Evidently the book, first published in 1939, has over the years been a great inspiration to wanna-be Kiwi bluewater cruisers, and it’s very easy to understand why. You really want to go cruising, but you don’t think you have enough money to do it? Or that you haven’t got enough experience? Once you read this book, you’ll understand these are very lame excuses.

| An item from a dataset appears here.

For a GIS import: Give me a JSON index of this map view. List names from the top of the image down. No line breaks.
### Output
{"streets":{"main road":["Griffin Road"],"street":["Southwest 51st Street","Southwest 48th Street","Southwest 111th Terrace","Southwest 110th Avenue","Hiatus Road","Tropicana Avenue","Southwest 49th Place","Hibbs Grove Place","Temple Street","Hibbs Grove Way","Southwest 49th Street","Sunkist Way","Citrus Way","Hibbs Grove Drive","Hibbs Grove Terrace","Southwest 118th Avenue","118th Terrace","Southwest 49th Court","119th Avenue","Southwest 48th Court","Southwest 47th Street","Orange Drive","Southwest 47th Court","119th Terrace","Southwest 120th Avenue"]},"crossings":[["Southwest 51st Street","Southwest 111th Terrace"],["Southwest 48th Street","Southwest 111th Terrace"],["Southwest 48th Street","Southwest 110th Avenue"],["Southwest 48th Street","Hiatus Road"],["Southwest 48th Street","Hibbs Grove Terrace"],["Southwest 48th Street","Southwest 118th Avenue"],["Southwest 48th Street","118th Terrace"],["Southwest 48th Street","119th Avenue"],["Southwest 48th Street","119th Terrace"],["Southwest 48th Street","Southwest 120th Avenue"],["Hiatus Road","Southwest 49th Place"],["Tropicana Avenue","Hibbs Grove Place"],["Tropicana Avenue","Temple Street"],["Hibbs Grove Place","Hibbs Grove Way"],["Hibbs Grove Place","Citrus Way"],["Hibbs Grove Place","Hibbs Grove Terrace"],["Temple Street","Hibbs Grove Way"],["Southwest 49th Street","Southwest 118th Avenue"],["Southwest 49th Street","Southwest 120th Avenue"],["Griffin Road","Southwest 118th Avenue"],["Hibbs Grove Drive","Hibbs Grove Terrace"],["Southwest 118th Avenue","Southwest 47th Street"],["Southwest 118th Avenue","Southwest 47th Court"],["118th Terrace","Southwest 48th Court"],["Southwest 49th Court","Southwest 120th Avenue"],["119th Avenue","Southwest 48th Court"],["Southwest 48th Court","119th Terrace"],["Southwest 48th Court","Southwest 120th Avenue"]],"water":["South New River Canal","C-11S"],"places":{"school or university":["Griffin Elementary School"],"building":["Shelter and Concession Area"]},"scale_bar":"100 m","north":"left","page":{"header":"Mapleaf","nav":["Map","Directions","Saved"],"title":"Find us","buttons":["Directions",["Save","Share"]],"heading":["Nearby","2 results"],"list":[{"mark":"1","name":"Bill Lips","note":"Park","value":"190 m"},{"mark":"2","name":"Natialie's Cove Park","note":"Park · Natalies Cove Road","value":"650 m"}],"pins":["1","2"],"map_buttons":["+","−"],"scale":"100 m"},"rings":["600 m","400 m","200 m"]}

Our author, J.W. (Johnny) Wray, is a magnificent role model. Having been fired from his boring office job during the height of the Great Depression, he seizes on what most would deem a grave misfortune and instead makes a grand opportunity out of it. With only a few pounds in his pocket, he starts dragging lost kauri logs off beaches in the Auckland area and decides to build a boat out of them in the front yard of his parents’ suburban home. He designs his craft himself by whittling up a half model and embarks on its construction using some decidedly unconventional low-budget building techniques.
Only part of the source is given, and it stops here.